Please set down the records below exactly as they appear.

Segment Start: DATA UNDER STUDY

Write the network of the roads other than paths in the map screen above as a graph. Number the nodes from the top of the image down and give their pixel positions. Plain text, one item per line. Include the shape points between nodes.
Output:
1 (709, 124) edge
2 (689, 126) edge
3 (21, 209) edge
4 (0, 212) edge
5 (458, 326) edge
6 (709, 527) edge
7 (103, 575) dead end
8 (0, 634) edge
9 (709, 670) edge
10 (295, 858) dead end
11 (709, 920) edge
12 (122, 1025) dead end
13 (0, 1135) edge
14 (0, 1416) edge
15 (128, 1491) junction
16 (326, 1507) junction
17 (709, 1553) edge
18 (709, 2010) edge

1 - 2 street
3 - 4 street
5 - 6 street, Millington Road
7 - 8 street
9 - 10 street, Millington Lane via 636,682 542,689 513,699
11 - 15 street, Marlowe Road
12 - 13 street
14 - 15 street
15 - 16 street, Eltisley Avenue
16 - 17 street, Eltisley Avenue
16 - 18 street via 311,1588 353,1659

Segment End: DATA UNDER STUDY

**ANSWER SPACE**
Write the network of the roads other than paths in the map screen above as a graph. Number the nodes from the top of the image down and give their pixel positions. Plain text, one item per line. Include the shape points between nodes.
Output:
1 (709, 124) edge
2 (689, 126) edge
3 (21, 209) edge
4 (0, 212) edge
5 (458, 326) edge
6 (709, 527) edge
7 (103, 575) dead end
8 (0, 634) edge
9 (709, 670) edge
10 (295, 858) dead end
11 (709, 920) edge
12 (122, 1025) dead end
13 (0, 1135) edge
14 (0, 1416) edge
15 (128, 1491) junction
16 (326, 1507) junction
17 (709, 1553) edge
18 (709, 2010) edge

1 - 2 street
3 - 4 street
5 - 6 street, Millington Road
7 - 8 street
9 - 10 street, Millington Lane via 636,682 542,689 513,699
11 - 15 street, Marlowe Road
12 - 13 street
14 - 15 street
15 - 16 street, Eltisley Avenue
16 - 17 street, Eltisley Avenue
16 - 18 street via 311,1588 353,1659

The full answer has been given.